So much for my attempt to serve as a Saint Bernard.

Staring at my frost-covered legs splayed on the ground, the toes of my boots pointing to the gray sky, I could not help but laugh. I had attempted to deliver a Thermos of hot coffee but slipped up - or, more accurately, slipped down - having lost my footing while walking on a luge track for a sidewalk.

I had thought traversing that slick area would be a piece of cake. But with nothing between my body and the ground I fell like an undercooked souffle, utterly unable to resist the sudden invitation, by laws of physics, to sit.

Often when people order a beverage with ice smoothly, they ask for it to be "on the rocks." Considering how much of Oregon recently found itself sheeted in slipperiness, my day - and that of many others - was off to a rocky start.
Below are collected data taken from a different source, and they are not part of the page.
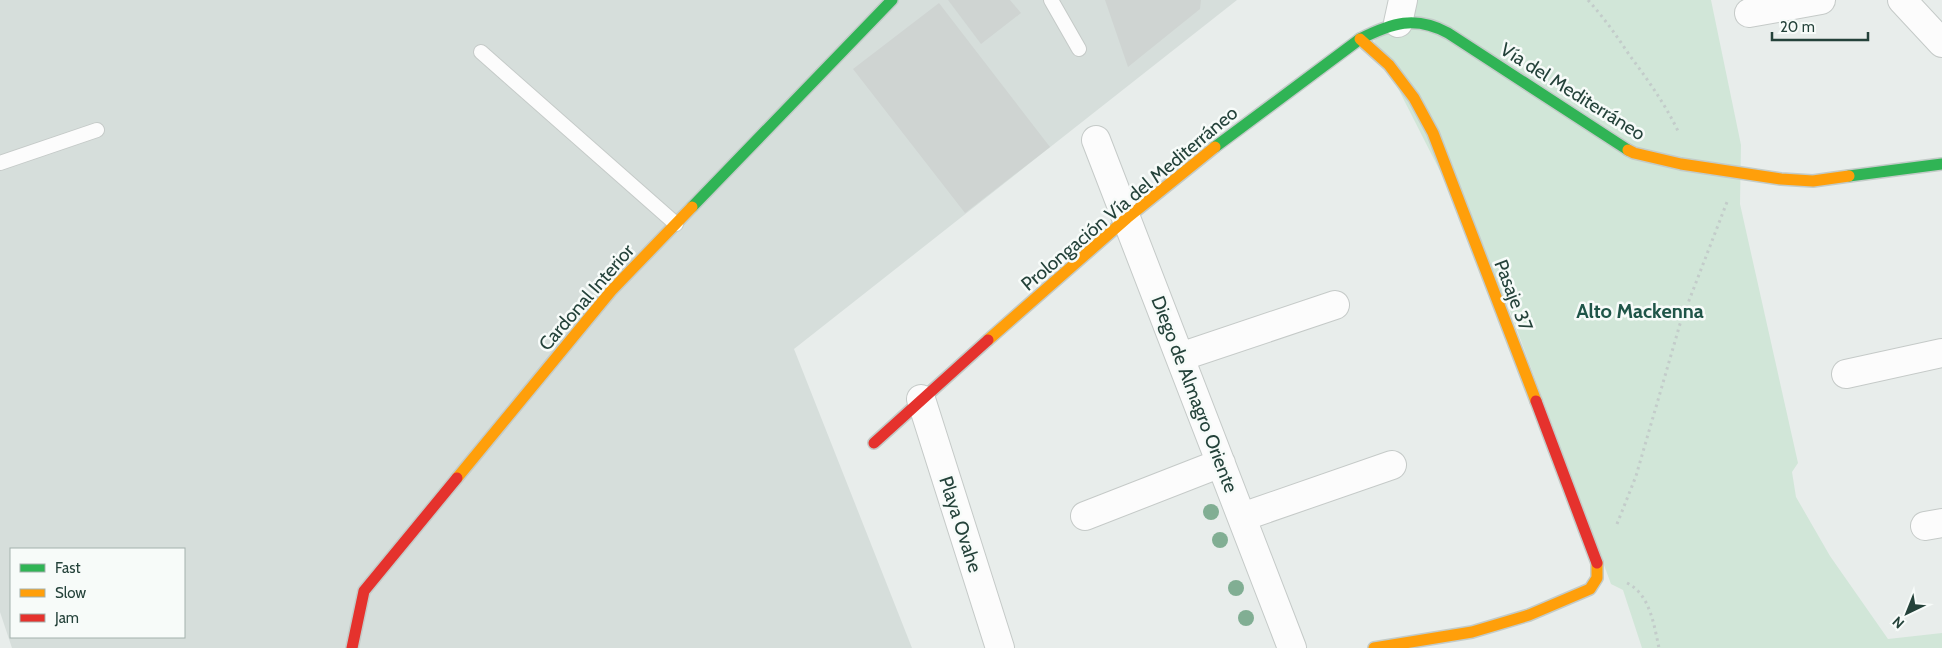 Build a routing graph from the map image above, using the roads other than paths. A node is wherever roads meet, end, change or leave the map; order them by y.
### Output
1 (892, 0) edge
2 (1051, 0) edge
3 (1821, 0) edge
4 (1902, 0) edge
5 (1400, 12) edge
6 (1749, 13) dead end
7 (1430, 24) joint
8 (1938, 32) edge
9 (1360, 39) junction
10 (1079, 49) dead end
11 (481, 52) dead end
12 (97, 130) dead end
13 (1096, 140) dead end
14 (0, 163) edge
15 (1942, 164) edge
16 (1128, 218) junction
17 (676, 224) junction
18 (1335, 305) dead end
19 (1942, 353) edge
20 (1180, 357) junction
21 (1846, 374) dead end
22 (921, 400) junction
23 (874, 444) dead end
24 (1221, 463) junction
25 (1392, 465) dead end
26 (1085, 516) dead end
27 (1242, 517) junction
28 (352, 648) edge
29 (1000, 648) edge
30 (1292, 648) edge
31 (1374, 648) edge

1 - 17 street, Cardonal Interior
2 - 10 lane
3 - 6 street
4 - 8 street
5 - 7 street, Prolongación Vía del Mediterráneo
5 - 9 street, Prolongación Vía del Mediterráneo
7 - 15 street, Vía del Mediterráneo
9 - 16 street, Prolongación Vía del Mediterráneo
9 - 31 street, Pasaje 37
11 - 17 lane
12 - 14 lane
13 - 16 street, Diego de Almagro Oriente
16 - 20 street, Diego de Almagro Oriente
16 - 22 street, Prolongación Vía del Mediterráneo
17 - 28 street, Cardonal Interior
18 - 20 street
19 - 21 street
20 - 24 street, Diego de Almagro Oriente
22 - 23 street, Prolongación Vía del Mediterráneo
22 - 29 street, Playa Ovahe
24 - 26 street
24 - 27 street, Diego de Almagro Oriente
25 - 27 street
27 - 30 street, Diego de Almagro Oriente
I deserved my silly fall. Pride cameth before it. In terms of karma I had been skating on thin ice, rolling my eyes incredulously at how most Oregon residents struggle to cope with winter storms. I smacked my forehead with my palm when I heard how many schools had closed - this time for reasons other than funding.

But I plead for understanding, even as I acknowledge how I rejoiced in an unexpected and heartily welcome day off work - a "snow day." As a boy raised in Colorado, where in the thick of winter gargantuan piles of snow were often par for the course (and road crews and equipment were readily prepared to respond), bad weather had to be downright epic before people would close schools and businesses.

A snow day? How rare. How grand.

The other day I was in Portland (and fortunately not trapped at the airport) when I had the glorious invitation of another snow day, and I embraced it. I basked in the glow of enforced "at-homeness."

My admiration and sympathy intensified for those who needed to continue to work under the rough conditions - police, postal service workers, my media brethren, doctors and other vital service providers, such as video store clerks.

In the thick of such conditions, ice knocked mass transit off its feet and even vehicles with chains on their tires shimmied and faltered like unskilled imposters at the Winter Olympics. I gained a new respect for the safety-conscious, respect-what-Mother-Nature-sends-you attitude espoused everywhere.

"If you don't need to drive, stay home. Keep warm. Take it easy."

I'd long known that attitude was wise regarding Oregon roads in particular, worrying less about the hazards of truly wintry weather than drivers utterly unaccustomed to it.

Best of all was a miniature outing - on foot, of course - to a nearby park. Dogs bounded into play, and people did, too. A man pulled his 3-year-old daughter on a makeshift sleigh fashioned from a plastic bag, as many local stores had sold out of sleds and things used as substitutes, such as plastic garbage can lids. My wife plopped onto a hillside to make a snow angel, and we engaged in more than one snowball fight.

Truth be told - and this is not because of my lousy aim - they were more like snowball skirmishes. This particular brand of snow did not compact well. Instead, we discovered we could lift the frozen top layer of snow in little shingles, which we could toss like Frisbees and skip across crusty snow like shards of flint across a summer pond.

Here and there we could also use the surface like a miniature ice rink or ski slope, schussing past the trees with little more than our boots, nerves and a sense of balance (or what others might call in me a sense of imbalance).

In short, an afternoon of outdoor frolic in the cold outdoors, followed by hot chocolate with marshmallows inside, saluted some of my favorite snow days as a kid. How rare. How grand.

As my little fall reminded me, pride is a slippery slope and we mustn't get too presumptuous about our abilities to cope with ice and snow. But if we embrace opportunity, we might just find icing on the cake.

Brad Bolchunos, who still fancies himself a fairly good downhill skier and shoe-schussing skater, hopes that his collapse the other day will not offend sure-footed Saint Bernards - and he insists it was an ice-o-lated incident.